Training System
The high-level Trainer + TrainingArguments API orchestrates
epoch loops, LR scheduling, early stopping, gradient clipping, checkpointing, and callbacks
for Sequential models.
On this page
Trainer
Pml\Training\Trainer is the high-level training orchestrator.
It wraps a Sequential model and a TrainingArguments config,
runs the epoch loop, calls LR scheduler, handles early stopping, saves checkpoints,
and fires callbacks at each lifecycle event.
Binds the model and args. If the model's optimizer implements LearningRateAware, the LR is synced to $args->learningRate immediately.
Runs the full training loop. Returns a TrainingResult with loss history and best-epoch metadata.
$args = new TrainingArguments(
epochs: 30,
batchSize: 128,
learningRate: 3e-4,
lrSchedule: 'cosine',
patience: 5,
outputDir: 'ckpt/run1',
);
$trainer = new Trainer($model, $args);
$trainer->addCallback(new MyCallback());
$result = $trainer->train($trainDs, $valDs);
Registers a callback. Multiple callbacks can be added; they fire in registration order.
TrainingArguments
Value object holding all training hyperparameters. All properties are readonly.
| Property | Type | Default | Description |
|---|---|---|---|
epochs | int | 10 | Training epochs |
batchSize | int | 32 | Mini-batch size |
patience | int | 0 | Early stopping patience (0 = disabled) |
minDelta | float | 1e-4 | Minimum improvement to reset patience counter |
learningRate | float | 0.001 | Initial learning rate |
lrSchedule | string | 'none' | 'none' · 'cosine' · 'step' · 'linear' |
lrDecay | float | 0.1 | Decay factor for 'step' schedule |
lrStepSize | int | 5 | Epochs between LR drops (step schedule) |
warmupEpochs | int | 0 | Linear warm-up epochs from 0 → learningRate |
mixedPrecision | bool | false | Scaffold for future AMP support |
outputDir | ?string | null | Directory for checkpoints (null = no auto-save) |
$args = new TrainingArguments(
epochs: 100,
batchSize: 64,
learningRate: 1e-3,
lrSchedule: 'cosine',
warmupEpochs: 5,
patience: 10,
outputDir: 'ckpt/mymodel',
);
LRScheduler
Pml\Training\LRScheduler adjusts the optimizer's learning rate each epoch
based on the schedule set in TrainingArguments.

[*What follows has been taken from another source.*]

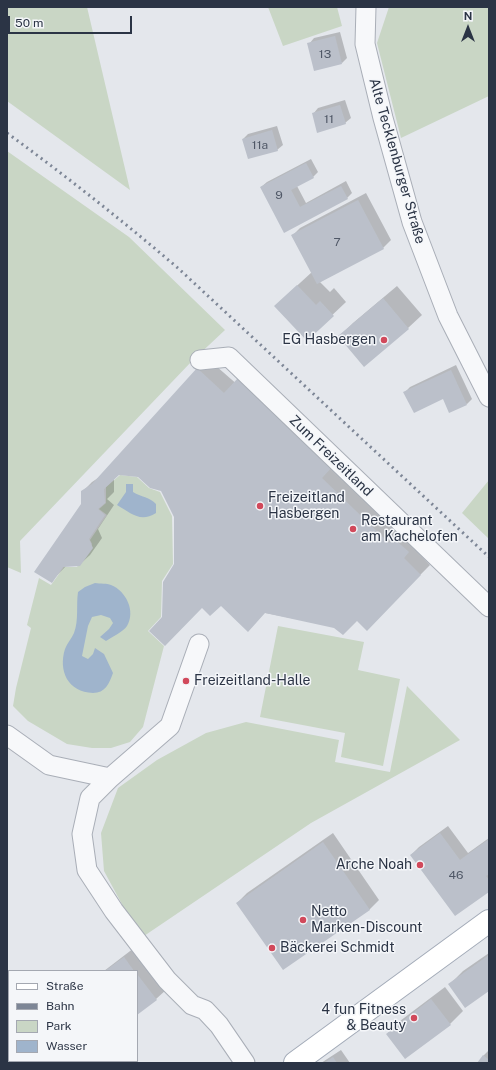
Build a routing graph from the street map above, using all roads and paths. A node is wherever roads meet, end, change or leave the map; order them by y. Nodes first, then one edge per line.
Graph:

Used internally by Trainer; you can also use it directly in custom loops.
Binds to the model's optimizer. Only works if the optimizer implements LearningRateAware.
Computes the LR for the current epoch and sets it on the optimizer. Call at the start of each epoch.
Schedule formulas
| Schedule | Formula |
|---|---|
none | LR unchanged |
cosine | lr × ½(1 + cos(π × epoch/totalEpochs)) |
step | lr × decay^(epoch / stepSize) |
linear | lr × (1 − epoch/totalEpochs) |
All schedules are preceded by a linear warm-up if warmupEpochs > 0.
GradScaler
Pml\Training\GradScaler implements dynamic loss scaling for mixed-precision training.

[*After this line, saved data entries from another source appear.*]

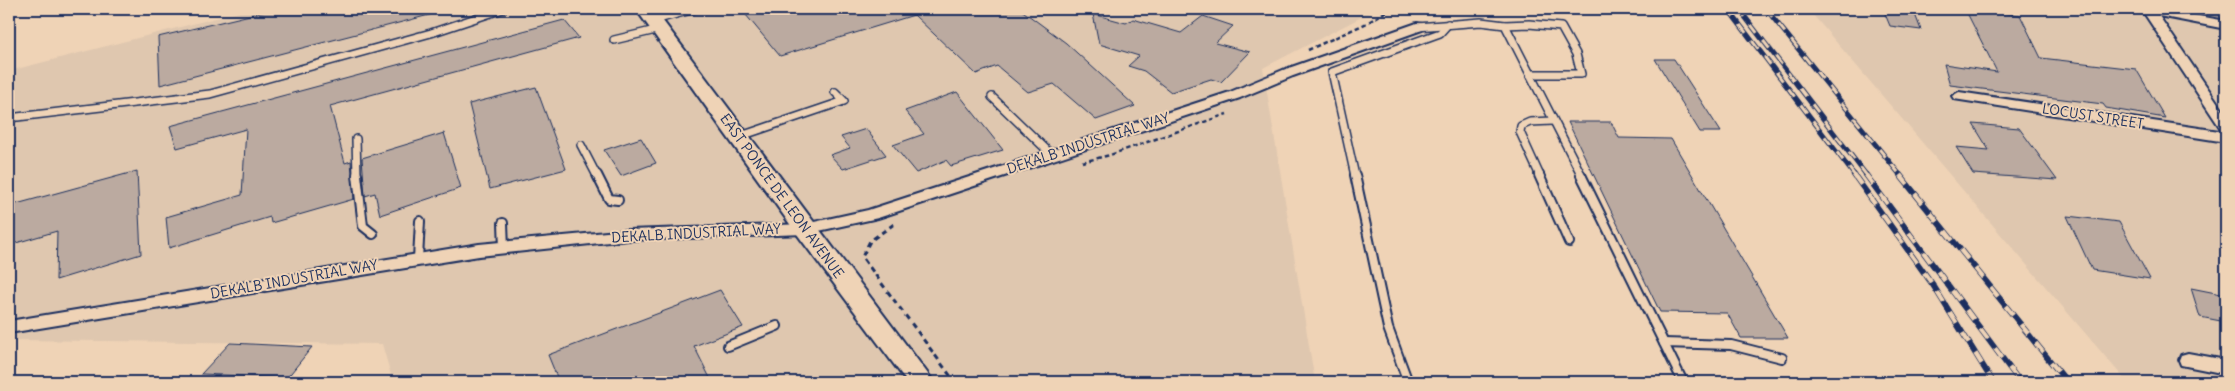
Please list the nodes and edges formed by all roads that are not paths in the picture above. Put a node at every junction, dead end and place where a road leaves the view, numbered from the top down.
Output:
1 (503, 9) edge
2 (695, 9) edge
3 (2145, 9) edge
4 (653, 19) edge
5 (1448, 24) junction
6 (2226, 24) edge
7 (1505, 25) junction
8 (1417, 27) joint
9 (614, 40) dead end
10 (1530, 74) junction
11 (835, 92) dead end
12 (1959, 96) dead end
13 (992, 97) dead end
14 (9, 118) edge
15 (1553, 121) junction
16 (2226, 126) edge
17 (738, 137) junction
18 (2226, 138) edge
19 (356, 139) dead end
20 (581, 145) dead end
21 (1051, 154) junction
22 (618, 200) dead end
23 (420, 221) dead end
24 (503, 223) dead end
25 (805, 229) junction
26 (373, 234) dead end
27 (1569, 242) dead end
28 (504, 248) junction
29 (418, 259) junction
30 (777, 326) dead end
31 (9, 327) edge
32 (1664, 343) junction
33 (728, 346) dead end
34 (1782, 358) dead end
35 (2188, 360) dead end
36 (2226, 367) edge
37 (922, 382) edge
38 (1408, 382) edge
39 (1682, 382) edge

1 - 14 lane
2 - 4 lane
3 - 6 street
3 - 16 street
4 - 9 lane
4 - 17 main road, EAST PONCE DE LEON AVENUE
5 - 7 lane
5 - 8 lane
5 - 38 lane
7 - 10 lane
7 - 10 lane
8 - 21 street, DEKALB INDUSTRIAL WAY
10 - 15 lane
11 - 17 lane
12 - 18 street, LOCUST STREET
13 - 21 lane
15 - 27 lane
15 - 32 lane
17 - 25 main road, EAST PONCE DE LEON AVENUE
19 - 26 lane
20 - 22 lane
21 - 25 street, DEKALB INDUSTRIAL WAY
23 - 29 lane
24 - 28 lane
25 - 28 street, DEKALB INDUSTRIAL WAY
25 - 37 main road, EAST PONCE DE LEON AVENUE
28 - 29 street, DEKALB INDUSTRIAL WAY
29 - 31 street, DEKALB INDUSTRIAL WAY
30 - 33 lane
32 - 34 lane
32 - 39 lane
35 - 36 street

Currently a scaffold — useful for fp32 training on systems that benefit from gradient scaling
to prevent underflow. Full fp16/bf16 support requires GPU backend.
Loss scaling is disabled by default. Enable for mixed-precision training.
| Method | Description |
|---|---|
scale(Tensor $lossGrad): Tensor | Multiplies gradient by current scale factor |
unscaleAndStep(Optimizer $opt, Layer[] $layers): void | Unscales all gradients, checks for NaN/Inf, then calls optimizer step if valid |
update(): void | Adjusts scale factor: grows if no overflow for growthInterval steps, backs off on overflow |
currentScale(): float | Current scale value |
isEnabled(): bool |
$scaler = new GradScaler(enabled: true);
foreach ($loader->batches() as $batch) {
$preds = $model->forward($batch->samples());
$grad = $model->getLoss()->differentiate($preds, $batch->labels());
$grad = $scaler->scale($grad);
$model->backward($grad);
$scaler->unscaleAndStep($model->getOptimizer(), $model->getLayers());
$scaler->update();
}
EarlyStopping
Pml\NeuralNetwork\EarlyStopping monitors a metric (typically validation loss)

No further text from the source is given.